I




João Almirante acordou súbito para ver que não eram monstros marinhos que lhe devoravam as carnes, mas apenas a gaivota que lhe espiava à janela pedindo alimento já mais uma vez depois de ontem. Impressionante aquela gaivota, que não lhe tinha medo e olhava, de fato, curiosa, todos os dias, manhãs, tardes e noites, e que se ia sem despedida ao receber ainda no ar o biscoito de água e sal que João Almirante já lhe jogava agora, para depois ir debruçar-se ao parapeito. O mar azul lá embaixo, e a parede branca do farol se descascava. A gaivota já se fora longe. Esfregando os olhos e bebendo com pulmões a maresia, João Almirante não imaginava que à noite do terceiro dia de sua estada ia encontrar em um baú velho no quarto de despensa, sob as latas de sardinhas, um caderno velho rabiscado com tinta manchada em páginas amarelas, desmanchando de umidade, que ocupariam finalmente seu ócio modorrento de uma península onde só iam caranguejos.
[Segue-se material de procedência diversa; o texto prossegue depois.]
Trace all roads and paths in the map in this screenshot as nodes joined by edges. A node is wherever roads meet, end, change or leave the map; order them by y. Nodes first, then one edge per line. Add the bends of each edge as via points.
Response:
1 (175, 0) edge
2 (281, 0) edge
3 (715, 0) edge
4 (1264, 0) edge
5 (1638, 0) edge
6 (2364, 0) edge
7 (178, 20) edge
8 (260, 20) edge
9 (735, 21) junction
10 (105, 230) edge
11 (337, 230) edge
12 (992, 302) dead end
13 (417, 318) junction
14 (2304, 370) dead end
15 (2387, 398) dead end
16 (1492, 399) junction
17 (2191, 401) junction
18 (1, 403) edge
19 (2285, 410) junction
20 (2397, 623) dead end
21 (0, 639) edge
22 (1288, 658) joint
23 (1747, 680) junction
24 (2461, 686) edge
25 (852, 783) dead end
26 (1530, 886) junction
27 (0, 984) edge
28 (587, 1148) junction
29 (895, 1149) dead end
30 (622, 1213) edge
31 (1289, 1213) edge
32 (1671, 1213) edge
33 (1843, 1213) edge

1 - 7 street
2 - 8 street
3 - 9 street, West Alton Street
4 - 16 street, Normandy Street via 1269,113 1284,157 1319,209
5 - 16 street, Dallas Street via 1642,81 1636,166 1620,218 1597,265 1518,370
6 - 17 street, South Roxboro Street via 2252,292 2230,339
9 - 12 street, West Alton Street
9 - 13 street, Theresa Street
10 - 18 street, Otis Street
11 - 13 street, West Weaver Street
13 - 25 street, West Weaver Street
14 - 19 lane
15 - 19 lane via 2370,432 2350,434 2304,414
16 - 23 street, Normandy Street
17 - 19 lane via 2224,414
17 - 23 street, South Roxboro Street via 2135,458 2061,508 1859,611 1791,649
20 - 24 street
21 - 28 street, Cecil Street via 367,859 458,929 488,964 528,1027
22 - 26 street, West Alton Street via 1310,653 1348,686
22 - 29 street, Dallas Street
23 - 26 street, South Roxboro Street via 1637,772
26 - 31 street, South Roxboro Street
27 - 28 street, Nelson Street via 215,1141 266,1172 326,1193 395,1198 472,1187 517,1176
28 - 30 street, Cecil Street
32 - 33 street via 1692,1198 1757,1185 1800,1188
Estará então João Almirante, à luz da lamparina que lhe cabe no seu quarto quase medieval, copiando para um caderno novo, embasbacado, a primeira das páginas moribundas:


I.

Do topo ventoso de um farol antigo
Assisto teu rosto no fundo do mar.
Com olhos molhados devolves o olhar,

Tornando em areia meu sólido abrigo.

Avisto meu rosto no fundo do mar
Mas sem o teu rosto sob o mar comigo.

E exausto percebo, do alto postigo,

Que nunca estivera teu rosto a me olhar
,

Teu rosto que sempre, da branca barcaça

Da minha esperança, que pela água passa,

Suspenso em milênios estive a mirar...


Ah, falsa esperança, não passas de um brilho!

Meneio de luz que se parte em vidrilho

Voltando com gosto profundo do mar!




Quando parou de escrever, as mãos de João Almirante tremiam. Não pela qualidade duvidosa do soneto, que ele, entretanto, não seria capaz avaliar tendo como tinha apenas, por educação, algo de essencial que aprendera havia anos na escola e coisas a mais que, por conta própria, descobrira em livros e conversações sem nunca se interessar demasiado pelas artes literárias. Mas a surpresa de encontrar, sob latas de sardinha, um caderno escrito por algum desconhecido dava a sensação de ter encontrado uma companhia inesperada no exílio, crusoé ao ver um sexta-feira. Ergueu a cabeça, e a gaivota lhe observava da janela.
E este animal não dorme nunca? perguntou-se João Almirante.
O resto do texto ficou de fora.